Wenn es nicht so weit wäre.......ich war mit nem Kumpel 1 Woche in Trippstadt, Trainingslager sozusagen. Streckentechnisch kann es nur gut sein, denn alle 5 ausgeschilderten Touren dort sind bestens. Seeeehr hohen Singletrailanteil, da kann der Marathon nur Spaß machen.


----------



## Markus (MW) (12. Juni 2008)

Hi, 

der Marathon ist super. Bin schon zwei mal gefahren. Und wenn diese Jahr nichts dazwichen kommt werde ich sicher wieder an den Start gehen. 
Der Pfälzer Wald Marathon steht in meiner persönlichen Rangliste weit oben, noch vor dem Wasgau Marathon.


----------



## donnersberger (17. Juni 2008)

hab' mich auch angemeldet.
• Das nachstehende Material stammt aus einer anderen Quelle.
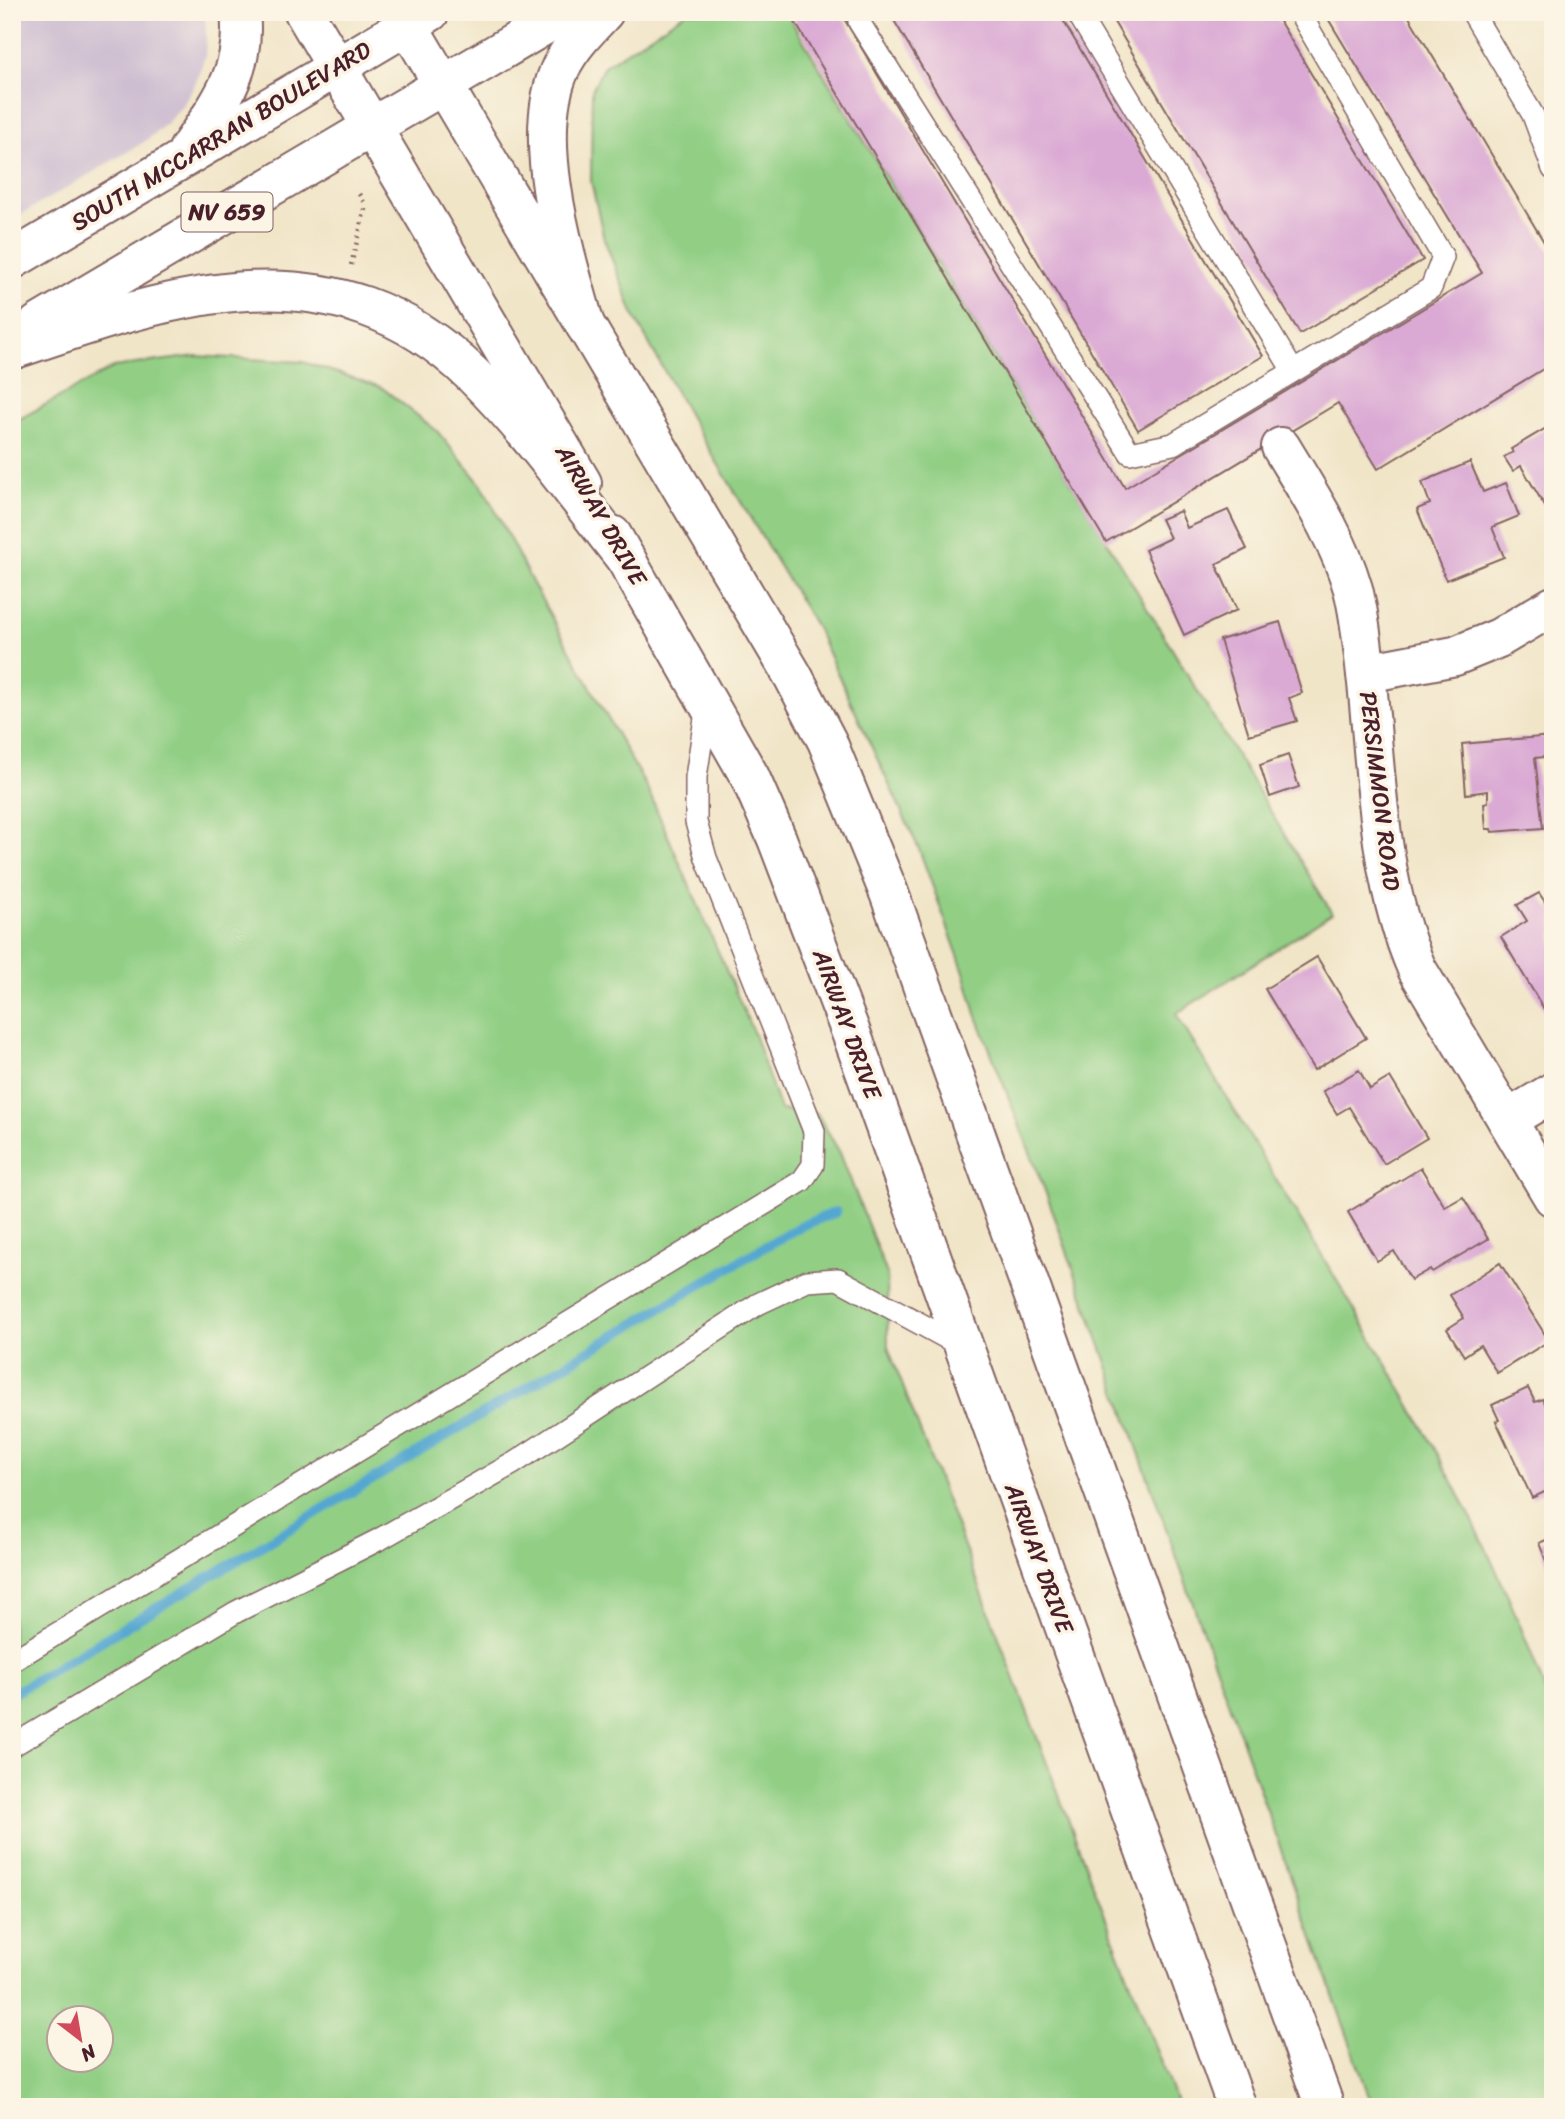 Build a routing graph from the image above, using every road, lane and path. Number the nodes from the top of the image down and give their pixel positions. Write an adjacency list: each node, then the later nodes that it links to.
1 (240, 12): 13 (main road)
2 (304, 12): 10 (main road, AIRWAY DRIVE)
3 (568, 12): 11 (main road, NV 659)
4 (604, 12): 20 (main road)
5 (862, 12): 23 (lane)
6 (1077, 12): 23 (lane)
7 (1299, 12): 23 (lane)
8 (1472, 12): 14 (lane)
9 (413, 17): 10 (main road, SOUTH MCCARRAN BOULEVARD / NV 659); 11 (main road)
10 (338, 67): 12 (main road, AIRWAY DRIVE); 13 (main road, SOUTH MCCARRAN BOULEVARD / NV 659)
11 (443, 85): 12 (main road, NV 659); 20 (main road)
12 (372, 126): 21 (main road, NV 659); 25 (main road, AIRWAY DRIVE)
13 (181, 159): 18 (main road, SOUTH MCCARRAN BOULEVARD / NV 659)
14 (1553, 169)
15 (359, 194): 17 (path)
16 (376, 200): 17 (path)
17 (366, 205): 19 (path)
18 (12, 260)
19 (349, 272)
20 (585, 325): 36 (main road)
21 (12, 339)
22 (12, 350): 25 (main road)
23 (1293, 371)
24 (1281, 447): 27 (main road, PERSIMMON ROAD)
25 (628, 562): 28 (main road, AIRWAY DRIVE)
26 (1553, 606): 27 (main road)
27 (1366, 673): 30 (main road, PERSIMMON ROAD)
28 (708, 698): 32 (main road, AIRWAY DRIVE); 33 (lane)
29 (1553, 1092): 30 (main road)
30 (1507, 1119): 31 (main road, PERSIMMON ROAD)
31 (1553, 1197)
32 (964, 1348): 34 (lane); 35 (main road, AIRWAY DRIVE)
33 (12, 1661)
34 (12, 1746)
35 (1237, 2107)
36 (1325, 2107)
Weil ich den das 1x fahre nur defensiv für die 70er Strecke (kann man aber "on the trail" noch ändern, oder?)


----------



## Deleted 48245 (21. Juni 2008)

p41n schrieb:


> also mir wäre nen sexy Blondes lieber..
> zur not geht aber auch nen kühles blondes
> 
> zur veranstaltung kann ich net viel sagen
> ...



Mir wäre ne sexy Blonde am liebsten........
Zur Not geht aber auch eine kühle Blonde 

Die Veranstaltung ist super, die Strecke ebenfalls. Mal gespannt, ob ich dieses Jahr beim fahren auf die 3. Schleife wieder übersehen werde und mit der Zeit von der Langdistanz auf der Mitteldistanz gewertet werde..trotzdem finde ich den Marathon 

Ich kann Dich dort hin mitnehmen!


----------



## crazyeddie (21. Juni 2008)

donnersberger schrieb:


> hab' mich auch angemeldet. Weil ich den das 1x fahre nur defensiv für die 70er Strecke (kann man aber "on the trail" noch ändern, oder?)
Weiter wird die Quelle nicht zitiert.